Apply horticultural oil, such as Natria Neem Oil, to dormant plants, including fruit trees, roses and ornamental trees. If you're pruning these plants, apply oil afterwards. Oil sprays smother overwintering insects, larvae and eggs. To help control pests and diseases, spray dormant fruit trees with horticultural oil mixed with a fungicide, according to label instructions. Consult your local Cooperative Extension System office to learn which spray to use for specific plants and pest problems. Always read and follow label instruction, especially regarding ideal weather conditions for success.

Watering

Winter is usually the rainy season for some areas, but you never know when mother nature will decide to change things up and throw in a dry spell., Besides, strong winds can dry plants, especially evergreens. So, make sure to water through dry spells. Pay special attention to last fall’ plantings, particularly Rhododendrons and other broadleaf evergreens. And don’t forget to water plants beneath wide eaves, porches or in other areas rain can't reach. Unless it gets very warm, most cactus and succulents can get through winter without supplemental water.

Feed

Fertilize cool-season annuals, such as Pansies, Violas and Snapdragons, growing in containers and beds. Emerging bulbs benefit from nitrogen fertilizer scratched lightly into soil. Feed citrus 6-8 weeks before bloom. Don’t forget to fertilize winter vegetables like lettuce, broccoli and carrots. If you are not sure about fertilizer timing, check with your local Cooperative Extension System office.

Protect From Cold

Frost and freezes can damage tender plants, such as citrus, Hibiscus, Bougainvillea and subtropical cacti, such as Adenium and Euphorbia. Cover plants with plastic tents, frost blankets or sheets if nights are predicted to be especially cold. Move tender container plants to protected locations.

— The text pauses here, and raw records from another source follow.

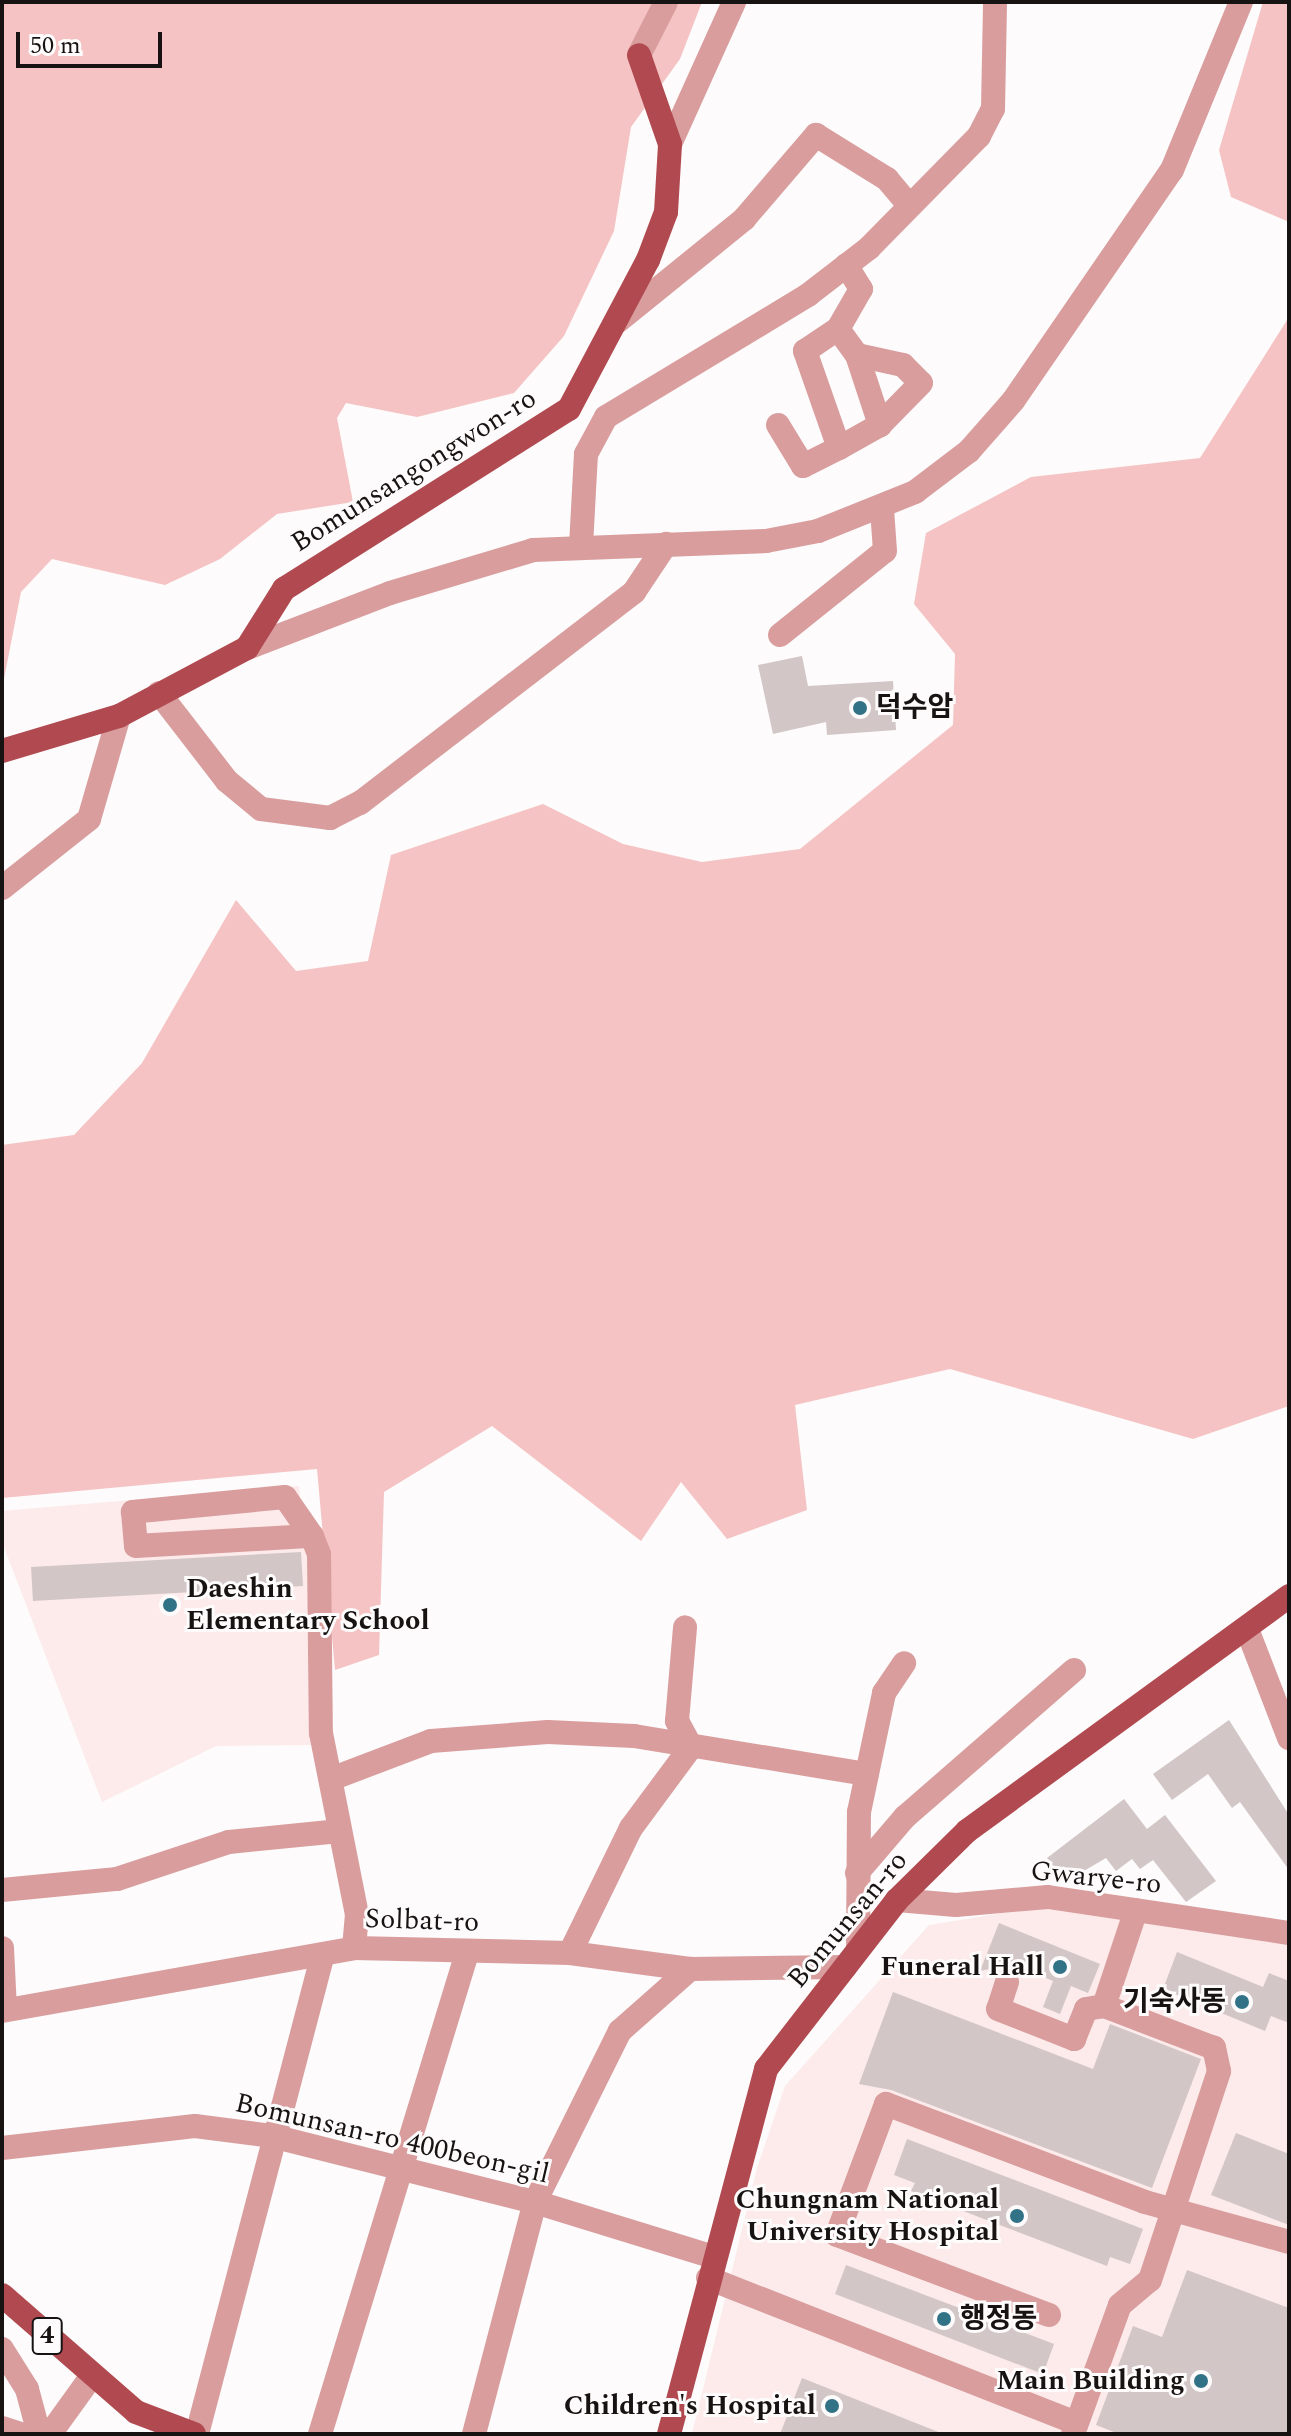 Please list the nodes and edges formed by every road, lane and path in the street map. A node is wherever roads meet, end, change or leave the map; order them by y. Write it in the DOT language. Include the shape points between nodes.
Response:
graph roads {
  1 [pos="666,2"];
  2 [pos="734,2"];
  3 [pos="995,2"];
  4 [pos="1241,2"];
  5 [pos="639,55"];
  6 [pos="670,144"];
  7 [pos="910,206"];
  8 [pos="846,265"];
  9 [pos="617,322"];
  10 [pos="838,329"];
  11 [pos="857,355"];
  12 [pos="778,425"];
  13 [pos="880,425"];
  14 [pos="839,448"];
  15 [pos="882,509"];
  16 [pos="666,544"];
  17 [pos="581,546"];
  18 [pos="780,635"];
  19 [pos="247,648"];
  20 [pos="159,693"];
  21 [pos="119,716"];
  22 [pos="2,751"];
  23 [pos="2,888"];
  24 [pos="312,1536"];
  25 [pos="1289,1596"];
  26 [pos="685,1627"];
  27 [pos="1247,1629"];
  28 [pos="904,1663"];
  29 [pos="1074,1670"];
  30 [pos="1289,1738"];
  31 [pos="691,1747"];
  32 [pos="867,1774"];
  33 [pos="331,1779"];
  34 [pos="339,1831"];
  35 [pos="857,1873"];
  36 [pos="2,1890"];
  37 [pos="897,1900"];
  38 [pos="1136,1910"];
  39 [pos="1289,1933"];
  40 [pos="2,1948"];
  41 [pos="354,1948"];
  42 [pos="467,1953"];
  43 [pos="570,1953"];
  44 [pos="322,1957"];
  45 [pos="852,1958"];
  46 [pos="690,1969"];
  47 [pos="1007,1982"];
  48 [pos="1104,2006"];
  49 [pos="4,2011"];
  50 [pos="272,2136"];
  51 [pos="2,2148"];
  52 [pos="401,2168"];
  53 [pos="535,2202"];
  54 [pos="1169,2207"];
  55 [pos="1289,2242"];
  56 [pos="711,2268"];
  57 [pos="2,2295"];
  58 [pos="1049,2315"];
  59 [pos="2,2349"];
  60 [pos="91,2377"];
  61 [pos="2,2428"];
  62 [pos="1074,2428"];
  63 [pos="191,2433"];
  64 [pos="21,2434"];
  65 [pos="39,2434"];
  66 [pos="50,2434"];
  67 [pos="320,2434"];
  68 [pos="474,2434"];
  69 [pos="669,2434"];
  1 -- 5 [label="street, Bomunsangongwon-ro"];
  2 -- 6 [label="street"];
  3 -- 7 [label="street" via="993,109 979,136"];
  4 -- 15 [label="street" via="1172,170 1013,401 969,451"];
  5 -- 6 [label="main road, Bomunsangongwon-ro"];
  6 -- 9 [label="main road, Bomunsangongwon-ro" via="666,212"];
  7 -- 8 [label="street"];
  7 -- 9 [label="street" via="887,179 816,135 744,219"];
  8 -- 10 [label="street" via="861,289"];
  8 -- 17 [label="street" via="707,361 606,417 586,454"];
  9 -- 19 [label="main road, Bomunsangongwon-ro" via="569,409 284,589"];
  10 -- 11 [label="street"];
  10 -- 14 [label="street" via="805,351"];
  11 -- 13 [label="street"];
  11 -- 13 [label="street" via="903,365 921,383"];
  12 -- 14 [label="street" via="803,466"];
  13 -- 14 [label="street"];
  15 -- 16 [label="street" via="766,541"];
  15 -- 18 [label="street" via="885,551"];
  16 -- 17 [label="street"];
  16 -- 20 [label="street" via="634,592 372,794 330,818 261,809 227,781"];
  17 -- 19 [label="street" via="533,550 390,593"];
  19 -- 20 [label="main road"];
  20 -- 21 [label="main road"];
  21 -- 22 [label="main road"];
  21 -- 23 [label="street" via="89,819"];
  24 -- 24 [label="street" via="136,1546 133,1512 285,1497"];
  24 -- 33 [label="street" via="319,1554 321,1733"];
  25 -- 27 [label="main road, Bomunsan-ro"];
  26 -- 31 [label="street" via="677,1721"];
  27 -- 30 [label="street"];
  27 -- 37 [label="main road, Bomunsan-ro" via="967,1831"];
  28 -- 32 [label="street" via="889,1678"];
  29 -- 35 [label="street" via="905,1817"];
  31 -- 32 [label="street"];
  31 -- 33 [label="street" via="634,1736 491,1733 431,1741"];
  31 -- 43 [label="street" via="631,1828"];
  32 -- 35 [label="street"];
  33 -- 34 [label="street"];
  34 -- 36 [label="street" via="229,1842 117,1879"];
  34 -- 41 [label="street" via="357,1914"];
  35 -- 45 [label="street"];
  37 -- 38 [label="street, Gwarye-ro" via="956,1905 1048,1897"];
  37 -- 45 [label="main road, Bomunsan-ro"];
  38 -- 39 [label="street, Gwarye-ro"];
  38 -- 48 [label="street"];
  40 -- 49 [label="street"];
  41 -- 42 [label="street, Solbat-ro"];
  41 -- 44 [label="street, Solbat-ro"];
  42 -- 43 [label="street, Solbat-ro"];
  42 -- 52 [label="street"];
  43 -- 46 [label="street, Solbat-ro"];
  44 -- 49 [label="street, Solbat-ro"];
  44 -- 50 [label="street"];
  45 -- 46 [label="street, Solbat-ro"];
  45 -- 56 [label="main road, Bomunsan-ro" via="766,2069"];
  46 -- 53 [label="street" via="620,2031"];
  47 -- 48 [label="street" via="998,2009 1074,2039 1086,2009"];
  48 -- 54 [label="street" via="1214,2048 1220,2059"];
  50 -- 51 [label="street, Bomunsan-ro 400beon-gil" via="195,2126"];
  50 -- 52 [label="street, Bomunsan-ro 400beon-gil"];
  50 -- 63 [label="street"];
  52 -- 53 [label="street, Bomunsan-ro 400beon-gil"];
  52 -- 67 [label="street"];
  53 -- 56 [label="street, Bomunsan-ro 400beon-gil"];
  53 -- 68 [label="street"];
  54 -- 55 [label="street"];
  54 -- 58 [label="street" via="886,2104 837,2235"];
  54 -- 62 [label="street" via="1150,2280 1120,2305"];
  56 -- 62 [label="street, Bomunsan-ro 400beon-gil"];
  56 -- 69 [label="main road, Bomunsan-ro"];
  57 -- 60 [label="main road, 4"];
  59 -- 65 [label="street" via="27,2389"];
  60 -- 63 [label="main road, 4" via="136,2412"];
  60 -- 66 [label="street"];
  61 -- 64 [label="street"];
}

Here’s more information on protecting plants from cold: Protecting Plants From Cold

Design For Future Winters
Closely examine your winter garden. Take photos of different planting areas and specific views you see from inside your home through windows and doors. Could you improve some areas in terms of winter beauty?  Maybe add trees with colorful bark or strong structural presence? Or possibly, some winter bloomers? Visit local public gardens or nurseries to find plants that can help enhance the winter show in your yard.